Infelizmente, todos os grandiosos projectos em que se envolve e acredita surgem e morrem muito rapidamente, uns atrás dos outros, a maioria sem sequer sairem da sua  cabeça.
Mas apesar de tudo, considero o Vitor um Vencedor, pois ele nunca desiste nem nunca perde a esperança de que o seu futuro será risonho e radioso.
É que Vencedores não são só aqueles que atingem os mais altos patamares de poder, conhecimento, riqueza ou fama, mas também todos aqueles que verdadeiramente acreditam nos seus sonhos. Mesmo que nunca se concretizem….

quarta-feira, 6 de novembro de 2019

Procrastinação

Olho de novo para as folhas em branco e continuo a sentir-me incapaz de escrever o que pretendo. Só a simples ideia de o fazer repugnava-me, enchia-me de tremores e de suores frios. “Não consigo!” E era verdade. Não conseguia, de modo nenhum.
Ao fim de uns intermináveis minutos, depois de me tentar distrair vendo as pessoas na rua, aproximo-me lentamente da secretária, como se fosse um ato meramente casual. Afago as costas da cadeira, a testar a sua resistência e consistência, como se a estivesse a comprar.
Sento-me num impulso, como se fosse fazer outra coisa e começo a brincar com a caneta, mirando-a de vários ângulos, como se a não conhecesse. Passo os dedos pelas alvas folhas, como se procurasse rugosidades ou imperfeições. Nada. São perfeitas.
Respiro fundo uma e outra vez, como se estivesse a ter um ataque de asma, doença que nunca tive, e passei de seguida para uma mais que fingida concentração total. Endireitei as costas até estas se queixarem, e retomei a sua curvatura natural, sentindo-me parvo pelo que tinha acabado de fazer.
Sentia-me como se estivesse na praia com o sol quente a queimar-me a pele e com os pés na água, mas por falta de coragem não banhava o resto do corpo. E por a água estar fria como o caraças.
Desta forma, lá me mentalizei que o melhor era despachar rapidamente o que tinha a fazer. Chega de sofrer por não fazer e de sofrer por não ter feito, num ciclo interminável e insano. No fundo, chega de procrastinação.
Respirei fundo mais uma vez e disse para mim mesmo “É agora!”. E foi. Comecei a escrever…

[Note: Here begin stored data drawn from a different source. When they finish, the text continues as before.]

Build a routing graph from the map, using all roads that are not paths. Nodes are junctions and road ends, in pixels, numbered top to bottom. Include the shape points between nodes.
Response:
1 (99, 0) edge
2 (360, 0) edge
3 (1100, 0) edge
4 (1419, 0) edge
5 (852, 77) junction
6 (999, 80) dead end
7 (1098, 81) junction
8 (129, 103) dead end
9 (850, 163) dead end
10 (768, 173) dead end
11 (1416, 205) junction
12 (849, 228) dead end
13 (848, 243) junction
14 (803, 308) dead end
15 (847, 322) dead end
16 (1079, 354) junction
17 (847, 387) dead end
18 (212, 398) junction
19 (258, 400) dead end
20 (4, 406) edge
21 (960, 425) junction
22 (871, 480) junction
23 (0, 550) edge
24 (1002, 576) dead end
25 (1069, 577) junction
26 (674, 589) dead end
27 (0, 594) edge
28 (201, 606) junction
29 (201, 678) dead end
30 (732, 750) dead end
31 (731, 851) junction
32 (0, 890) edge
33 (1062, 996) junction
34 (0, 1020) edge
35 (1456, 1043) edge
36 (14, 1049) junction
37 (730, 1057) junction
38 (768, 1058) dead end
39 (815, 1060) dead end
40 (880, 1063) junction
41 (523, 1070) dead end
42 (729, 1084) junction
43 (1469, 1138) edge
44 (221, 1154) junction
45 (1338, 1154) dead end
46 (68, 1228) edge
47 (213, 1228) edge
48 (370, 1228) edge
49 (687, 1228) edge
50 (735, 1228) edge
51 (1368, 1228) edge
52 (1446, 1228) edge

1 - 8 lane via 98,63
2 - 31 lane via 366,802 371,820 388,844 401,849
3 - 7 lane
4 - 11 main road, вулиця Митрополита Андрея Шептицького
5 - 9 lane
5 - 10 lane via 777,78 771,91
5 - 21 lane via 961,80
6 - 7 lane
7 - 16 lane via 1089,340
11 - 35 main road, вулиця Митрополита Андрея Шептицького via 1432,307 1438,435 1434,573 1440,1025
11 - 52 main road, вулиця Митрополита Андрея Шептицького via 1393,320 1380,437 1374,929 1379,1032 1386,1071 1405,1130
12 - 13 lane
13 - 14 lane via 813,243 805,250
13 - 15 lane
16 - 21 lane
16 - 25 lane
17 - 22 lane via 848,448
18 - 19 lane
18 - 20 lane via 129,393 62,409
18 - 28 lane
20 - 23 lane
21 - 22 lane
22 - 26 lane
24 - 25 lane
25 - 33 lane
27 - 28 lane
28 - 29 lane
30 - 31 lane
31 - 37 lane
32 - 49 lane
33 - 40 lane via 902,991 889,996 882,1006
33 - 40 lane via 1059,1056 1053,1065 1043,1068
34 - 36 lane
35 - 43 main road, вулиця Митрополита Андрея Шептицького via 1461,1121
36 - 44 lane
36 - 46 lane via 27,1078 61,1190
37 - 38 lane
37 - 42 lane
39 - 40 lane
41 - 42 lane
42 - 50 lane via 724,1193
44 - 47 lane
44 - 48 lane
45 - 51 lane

quinta-feira, 12 de setembro de 2019

Sangue


Este texto não está relacionado com um qualquer episódio sangrento, género muito popular e inesgotável, e onde por vezes a realidade supera toda e qualquer ficção.
O Sangue a que me refiro é a Família. E esta, como sabemos, não se escolhe!
Um conhecido meu contou-me que a mãe dele diz ao marido dela (e pai do meu amigo) a frase "Tu a mim não me és nada, sangue são os meus filhos".

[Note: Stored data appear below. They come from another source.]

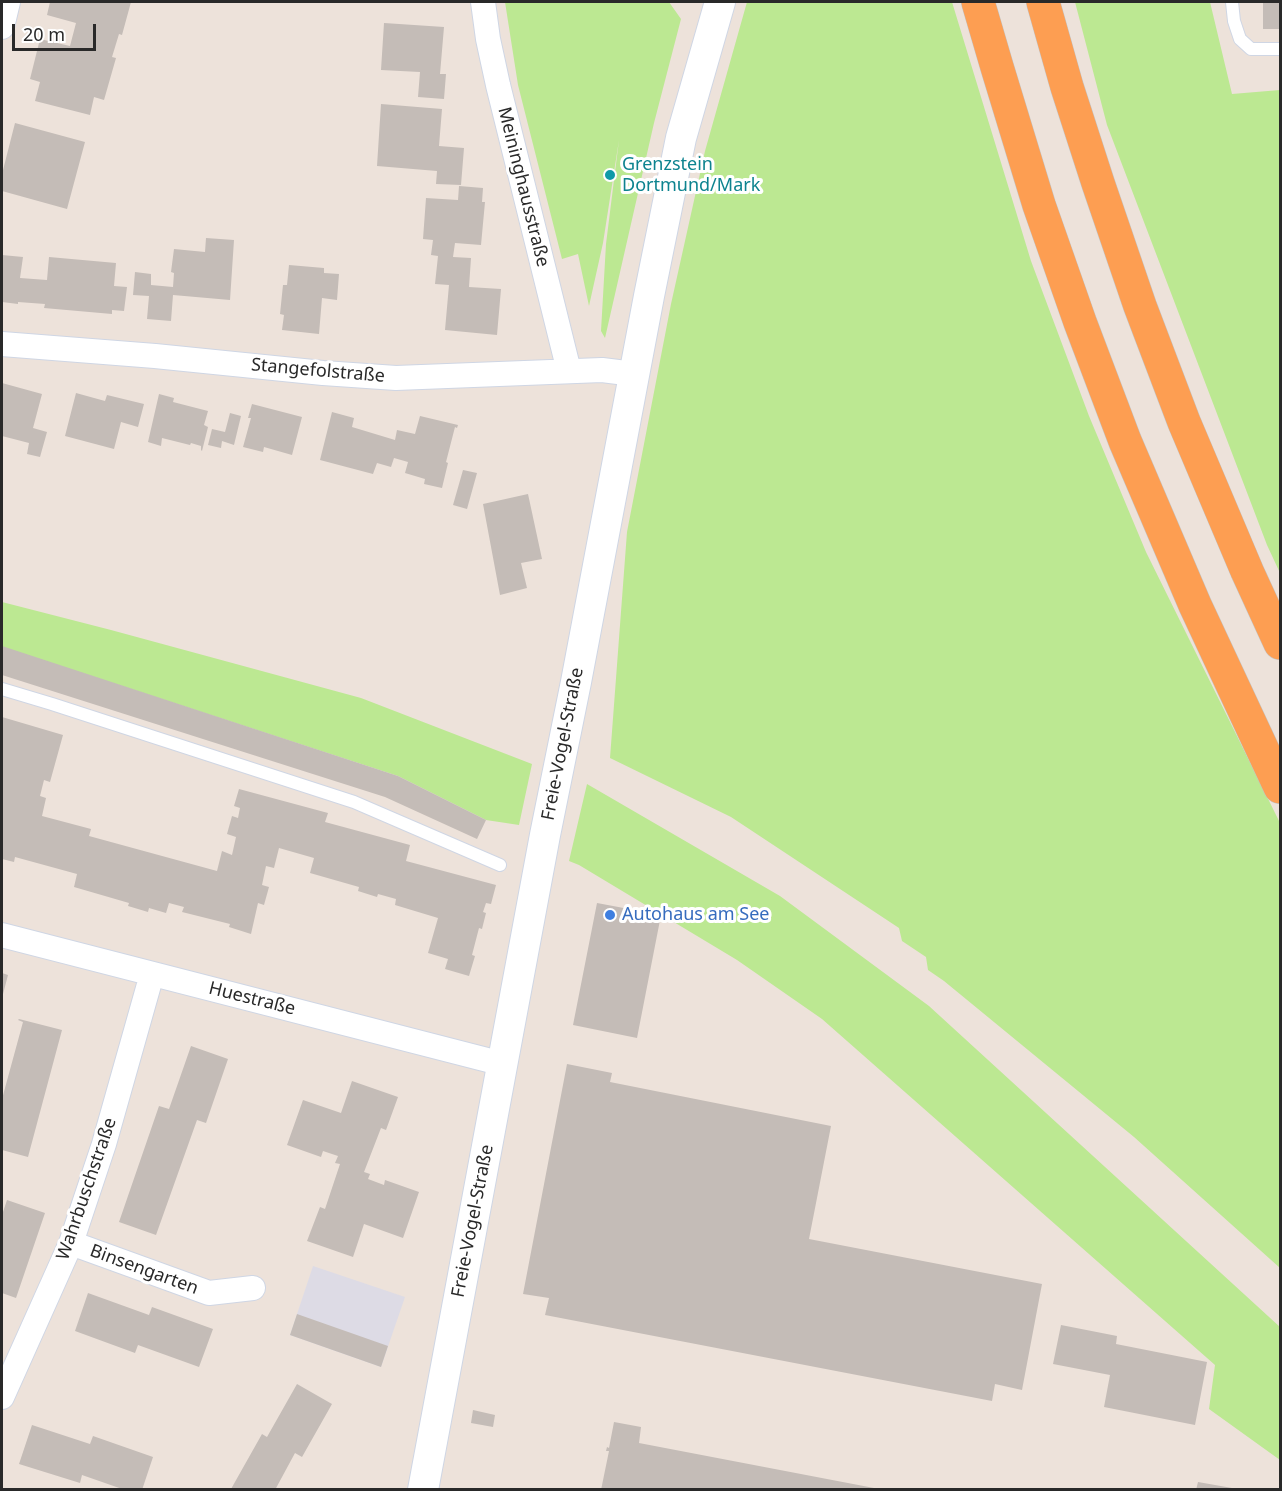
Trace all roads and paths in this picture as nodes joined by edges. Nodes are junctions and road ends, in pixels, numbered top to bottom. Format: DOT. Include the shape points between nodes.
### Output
graph roads {
  1 [pos="8,2"];
  2 [pos="483,2"];
  3 [pos="720,2"];
  4 [pos="978,2"];
  5 [pos="1042,2"];
  6 [pos="1232,2"];
  7 [pos="2,27"];
  8 [pos="1281,49"];
  9 [pos="2,344"];
  10 [pos="569,371"];
  11 [pos="634,374"];
  12 [pos="1281,643"];
  13 [pos="2,688"];
  14 [pos="1281,787"];
  15 [pos="500,864"];
  16 [pos="2,935"];
  17 [pos="152,974"];
  18 [pos="502,1064"];
  19 [pos="71,1243"];
  20 [pos="253,1288"];
  21 [pos="2,1396"];
  22 [pos="423,1490"];
  1 -- 7 [label="street"];
  2 -- 10 [label="street, Meininghausstraße" via="498,85"];
  3 -- 11 [label="street, Freie-Vogel-Straße" via="681,138"];
  4 -- 14 [label="highway" via="1039,205 1125,441 1195,605"];
  5 -- 12 [label="highway" via="1140,306 1184,422"];
  6 -- 8 [label="lane" via="1240,39 1251,49"];
  9 -- 10 [label="street, Stangefolstraße" via="396,378"];
  10 -- 11 [label="street, Stangefolstraße"];
  11 -- 18 [label="street, Freie-Vogel-Straße"];
  13 -- 15 [label="lane" via="354,802"];
  16 -- 17 [label="street, Huestraße"];
  17 -- 18 [label="street, Huestraße"];
  17 -- 19 [label="street, Wahrbuschstraße" via="105,1144"];
  18 -- 22 [label="street, Freie-Vogel-Straße"];
  19 -- 20 [label="street, Binsengarten" via="209,1293"];
  19 -- 21 [label="street, Wahrbuschstraße"];
}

Ou seja, a esposa considera o marido (e pai dos seus filhos) como um Estranho. E essa simples frase fez-me compreender muitas coisas...
Na realidade, o que foi dito está inteiramente certo. Ele não é sangue dela. Nunca será. Mas colocar para sempre o seu próprio marido em plano subalterno a qualquer membro da família dela não tem lógica. Para mim, claro. Ele, pelo contrário, nunca lhe disse nada disso, pois considera-a família.
Nos casamentos católicos, o pai (ou quem o representa) desfila na igreja de braço dado com a noiva, e ao aproximar-se do altar, em simbolismo, entrega a mão da noiva no noivo, formalizando a transmissão. A partir desse momento, a família dela passa a ser o do seu futuro marido.
Mas desengane-se o noivo, pois em quase todas as ocasiões, foi apenas mera encenação, uma fachada. A Mulher nunca será dele, mas sim da Família.
Claro que esta postura, esta filosofia de vida, acaba invariavelmente por reflectir-se negativamente ao nível da convivência, do respeito e das opções do dia-a-dia, conscientes ou inconscientes. Em caso de dúvida, o Sangue prevalece.
Soube de um caso real, de um marido recém operado, que viu a sua a esposa viajar para o estrangeiro para ir tomar conta do cão do filho de ambos, que ia de férias. Ela não podia dizer que “não” ao Sangue. O ciclo repete-se. Vezes sem conta.
Para mim, Família é Sangue E quem está comigo! E declaro-me totalmente incompatível com o Tipo Sanguíneo acima descrito. É-me tóxico. Mata-me.
Com essas Filosofias de Vida não admira que esses pseudo-casais se separem, pois, na realidade, um nunca foi nem será nada para o outro!